Earlier I sent my best friend a side by side comparison of a photo of me and the cover of Night of the Living Dead and laughed for a really long time because there was like, an uncanny resemblance without trying.
I've had a lot of success convincing children I'm a vampire.
I dyed my hair with kool aid today because I don't want anyone to hire me to do anything, ever.
I'm reading Best American Short Stories of the Century, and out of like a thousand pages, I have yet to like one. I feel like literally every story is about a person who comes to America from another country and dies.
I wish someone would start a lit blog that functions like Buddyhead circa, like, pre 2008. If that existed, it would probably be my favorite website. I also wish Buddyhead had a blog that functioned like Buddyhead pre 2008.

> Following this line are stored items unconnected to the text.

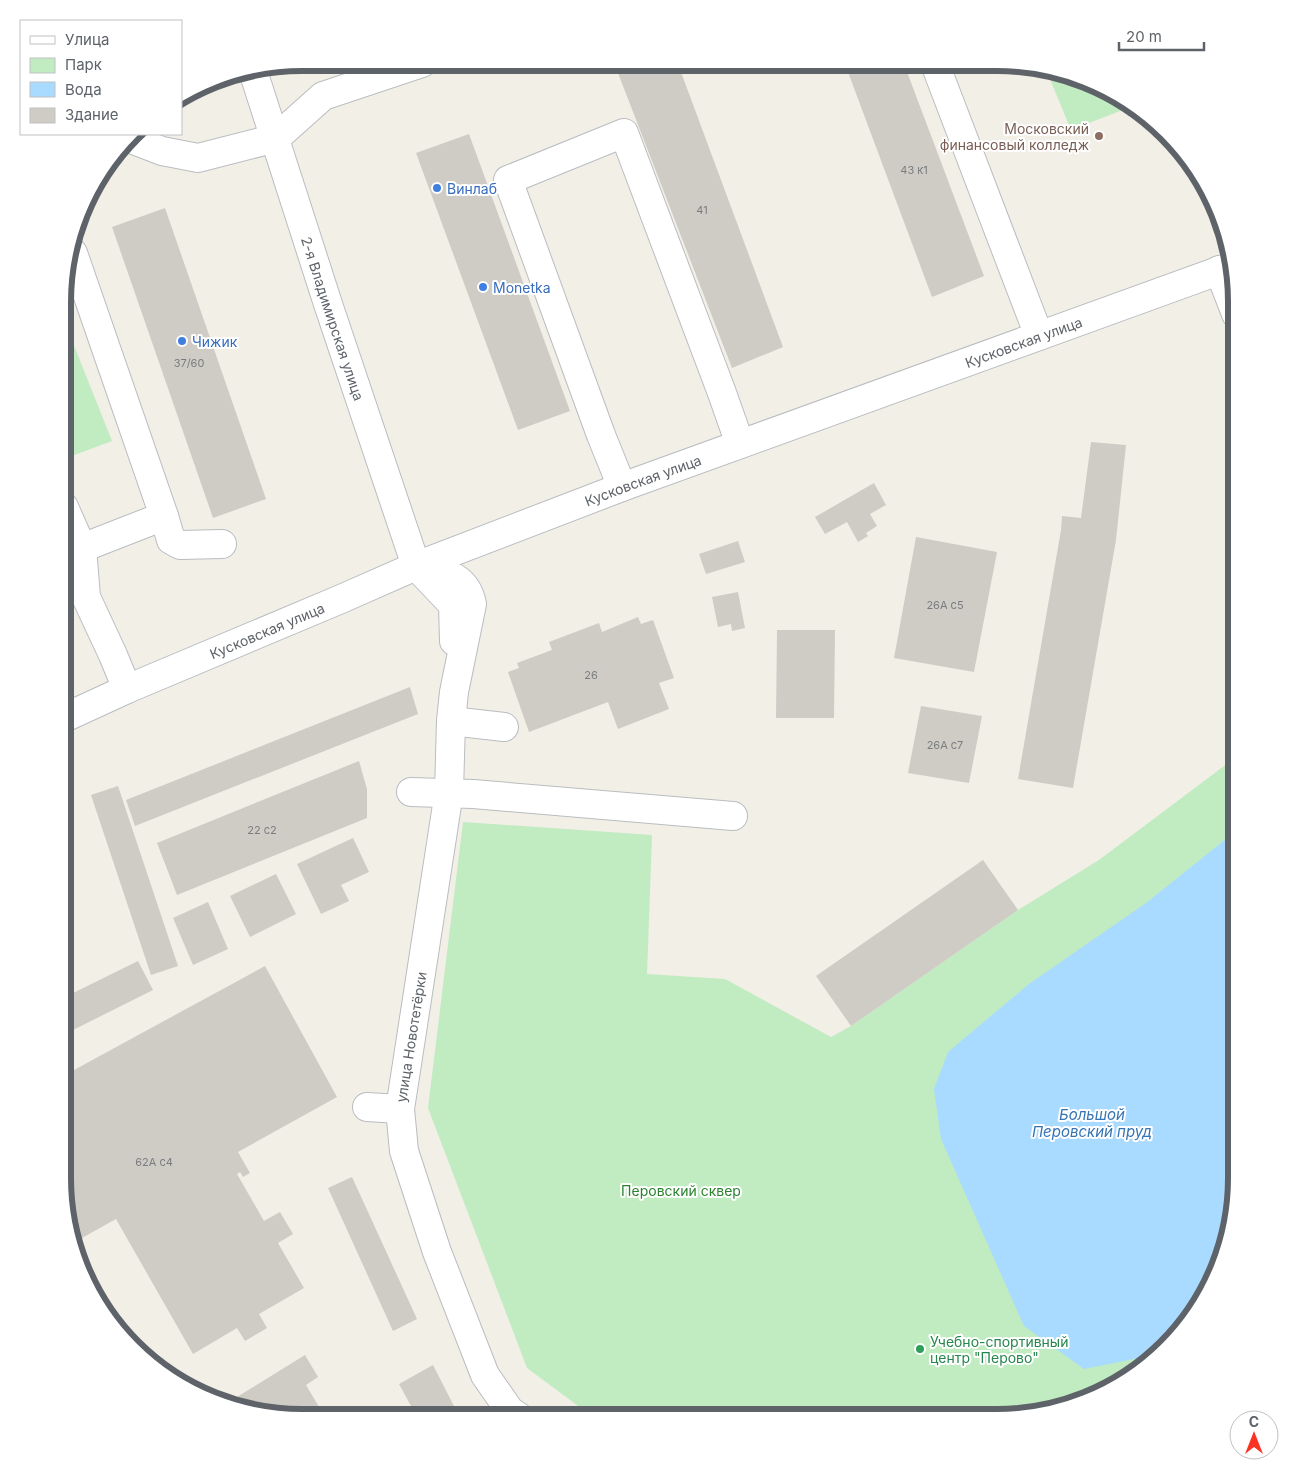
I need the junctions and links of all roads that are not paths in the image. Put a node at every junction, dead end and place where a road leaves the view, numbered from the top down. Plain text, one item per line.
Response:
1 (377, 71) edge
2 (938, 71) edge
3 (255, 76) edge
4 (276, 138) junction
5 (137, 142) edge
6 (75, 260) edge
7 (1225, 268) edge
8 (1039, 336) junction
9 (740, 444) junction
10 (622, 487) junction
11 (164, 516) junction
12 (71, 523) edge
13 (222, 544) dead end
14 (82, 548) junction
15 (416, 566) junction
16 (127, 689) junction
17 (71, 715) edge
18 (451, 721) junction
19 (504, 727) dead end
20 (411, 792) dead end
21 (449, 792) junction
22 (733, 816) dead end
23 (367, 1107) dead end
24 (400, 1109) junction
25 (505, 1409) edge

1 - 4 street
2 - 8 street
3 - 4 street, 2-я Владимирская улица
4 - 5 street
4 - 15 street, 2-я Владимирская улица
6 - 11 street
7 - 8 street, Кусковская улица
8 - 9 street, Кусковская улица
9 - 10 street, Кусковская улица
9 - 10 street
10 - 15 street, Кусковская улица
11 - 13 street
11 - 14 street
12 - 14 street
14 - 16 street
15 - 16 street, Кусковская улица
15 - 18 street, улица Новотетёрки
16 - 17 street, Кусковская улица
18 - 19 street
18 - 21 street, улица Новотетёрки
20 - 21 street
21 - 22 street
21 - 24 street, улица Новотетёрки
23 - 24 street
24 - 25 street, улица Новотетёрки

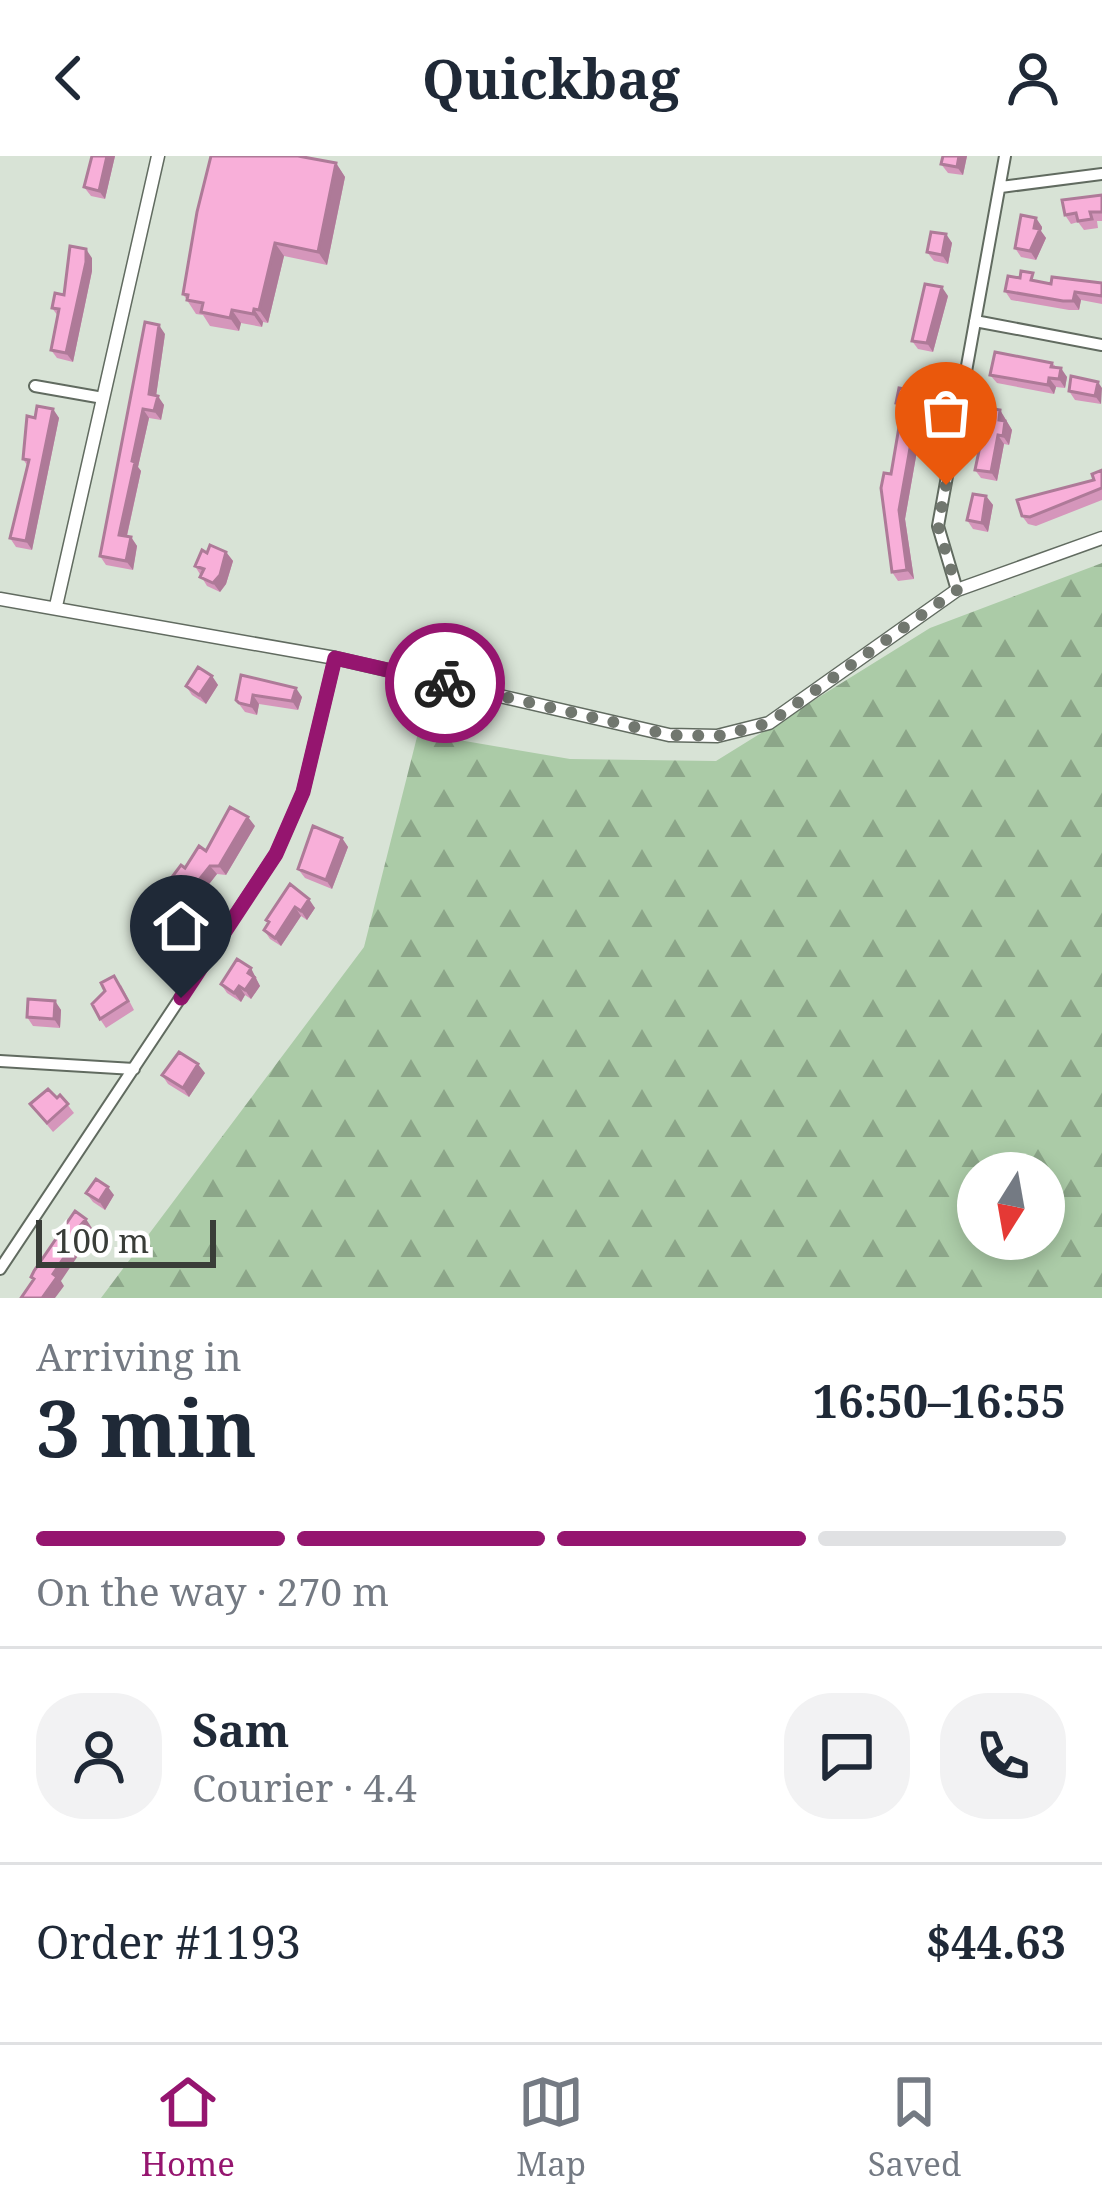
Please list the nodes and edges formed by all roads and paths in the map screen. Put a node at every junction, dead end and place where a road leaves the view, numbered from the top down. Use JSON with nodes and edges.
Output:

If I had a twitter I would probably tweet, "I'm depressed because I read a book about a depressed person once and decided I would make it a part of my personal identity (crises)" or "I'm sad because my dad is a republican who pays for my health insurance."
I made some soap earlier. It's black. It's black (metal) dead sea mud soap. It's pretty awesome. I keep making/saying useless things because my life has no meaning, you see? I can't talk to anyone because I can't think, but I can sure as fuck send you a bar of soap, and I can sure as fuck physically and spiritually pass for (un)dead.